The closest analogy to the District of Columbia Emergency Rent Act is the Emergency Price Control Act of 1942, 50 U.S.C.A.Appendix § 901 et seq., and the Housing Regulations issued thereunder. The National Act was passed subsequent to the District Act and though their fundamental purposes are the same, there are some striking differences between them'. The National Act, so far as housing accom*116modations are concerned, operates largely through the Administrator’s regulations. The District Act is detailed and the Rent Administrator’s discretion in applying its provisions is limited.

Section 3 of the National Housing Regulations defines minimum services to be “the same essential services,” and “other services * * * not substantially less,” than those “provided” on the date determining the maximum rent.

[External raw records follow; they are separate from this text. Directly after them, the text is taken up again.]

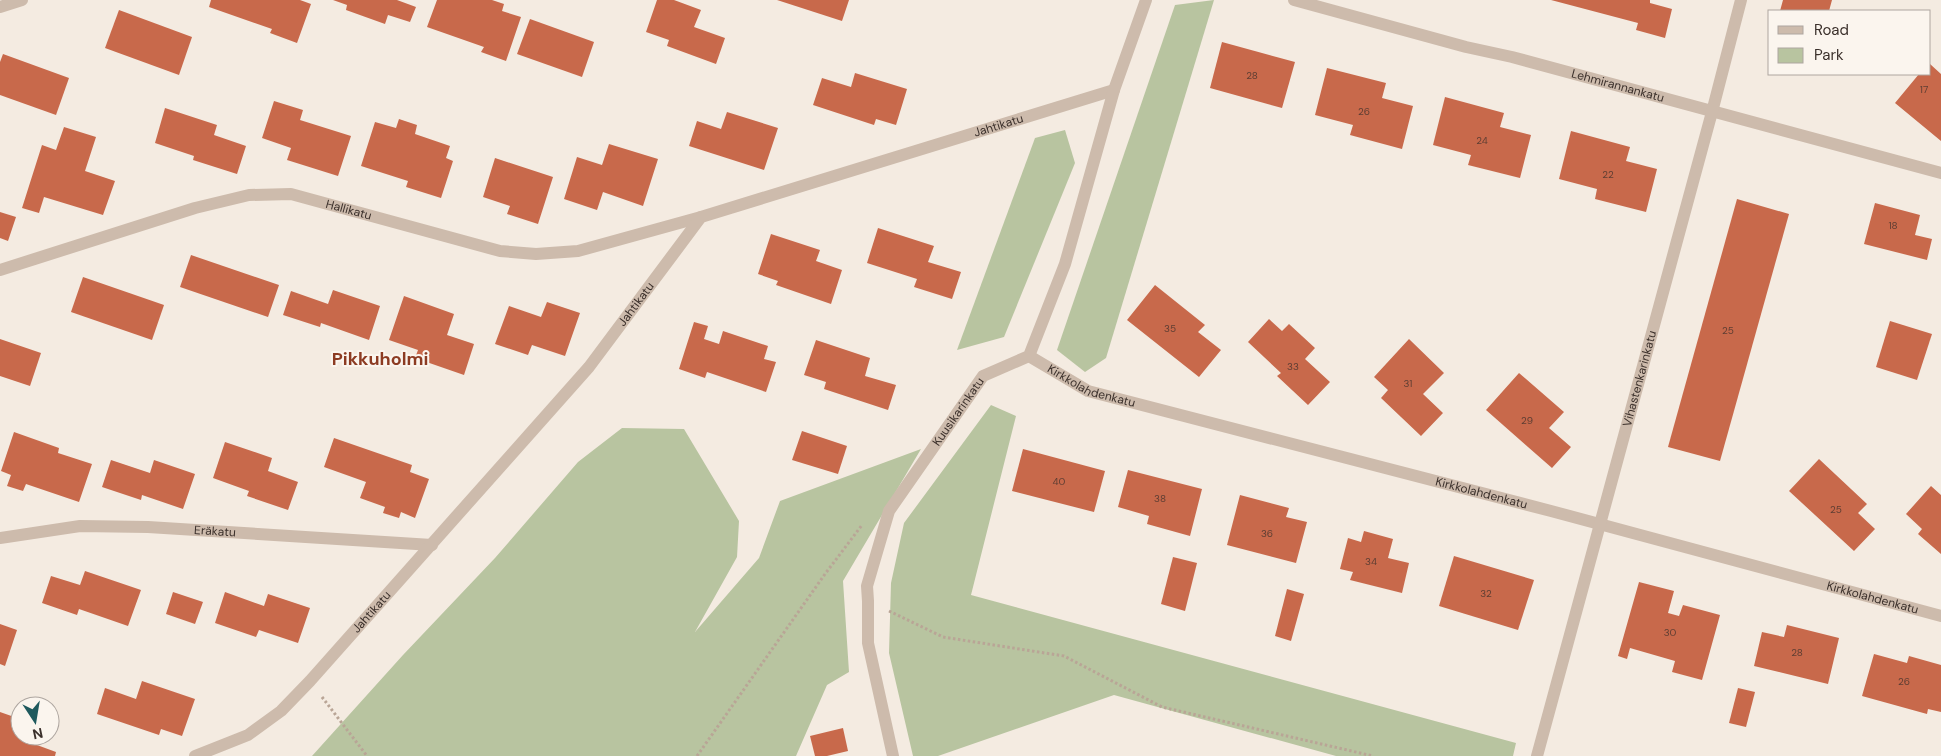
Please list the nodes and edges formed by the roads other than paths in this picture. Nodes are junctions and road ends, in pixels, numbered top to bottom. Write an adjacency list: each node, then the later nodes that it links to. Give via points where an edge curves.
1 (22, 0): 5 (street)
2 (1146, 0): 6 (street)
3 (1294, 0): 7 (street, Lehmirannankatu)
4 (1741, 0): 7 (street, Vihastenkarinkatu)
5 (0, 7)
6 (1114, 90): 9 (street, Jahtikatu); 11 (street, via 1065,264)
7 (1712, 112): 8 (street, Lehmirannankatu); 12 (street, Vihastenkarinkatu)
8 (1941, 173)
9 (701, 217): 10 (street, Hallikatu, via 578,251 536,254 500,251 290,194 249,195 195,208); 14 (street, Jahtikatu, via 589,367)
10 (0, 270)
11 (1029, 356): 12 (street, Kirkkolahdenkatu, via 1088,391); 17 (street, Kuusikarinkatu, via 982,376 889,511 868,586 868,643)
12 (1600, 524): 15 (street, Kirkkolahdenkatu); 18 (street, Vihastenkarinkatu)
13 (0, 538): 14 (street, Eräkatu, via 80,526)
14 (432, 545): 16 (street, Jahtikatu, via 281,711 248,735)
15 (1941, 616)
16 (195, 756)
17 (893, 756)
18 (1537, 756)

As a result if has been held that the Regulations do not distinguish between services which are provided as part of a contract of tenancy or those which are gratuitously provided. Johnson v. Bowles, Em.App., 1944, 145 F.2d 166; Absar Realty Co. v. Bowles, Em.App., 1945, 149 F.2d 654. The difficulty which may be encountered in determining whether a particular service was provided as a matter of right was pointed out in Johnson v. Bowles, supra; but since the District Act specifically and expressly fixes the standard as the services to which the tenant was entitled, we see no way to avoid this difficulty under our Act.

It may well be that the reason the Regulations fix the minimum services as all services “provided” on the maximum rent date, whether or not the tenant was entitled to such services, is due to the less stringent features of the National Act and Regulations respecting a landlord’s liability for decrease in services. The District Act provides that for- violation of a service standard the tenant may sue for double the value of the services refused or for $50, whichever is greater. The National Act confines the tenant’s action for damages to cases of overcharges in violation of maximum prices, and makes no provision for damages for violation of service standards. It is true that the Regulations permit an appropriate reduction in rent when services are decreased, but considerable discretion is given the Administrator in such matters. See Regulations, Section 5. Furthermore, unlike the District Act, the Regulations distinguish between “essential services” and “other services.” In short, the Regulations are far more flexible with respect tó services than is the District Act; and this may explain the use by the Regulations of the broader term “provided” rather than the restricted term “entitled” found in our Act.

Our conclusion is that under the District of Columbia Emergency Rent Act a tenant in order to obtain damages for violation of a service standard must show that he has been deprived of a service to which he was entitled as of right. Therefore, the finding of the trial court that the tenant has been denied a service which was furnished to him on January 1, 1941, is not sufficient to sustain the judgment. The case must be sent back for retrial. At the new trial evidence may be had, and a finding made, on the question whether the tenant was entitled to the service of which he was deprived.

We are not to be understood as holding that for a tenant to be entitled to a service, such service must be specifically contracted for in the lease or rental agreement. For example, many apartment leases contain no reference to the landlord furnishing heat and water, yet such services are implied incidents of the tenancy and the tenant is as much entitled to them as if specifically contracted for. O’Hanlon v. Grubb, 38 App.D.C. 251, 37 L.R.A.,N.S., 1213. There are, however, a class of services to which the tenant may or may not be entitled and the question must be answered by the particular facts of each case.

Reversed with instructions to award a new trial.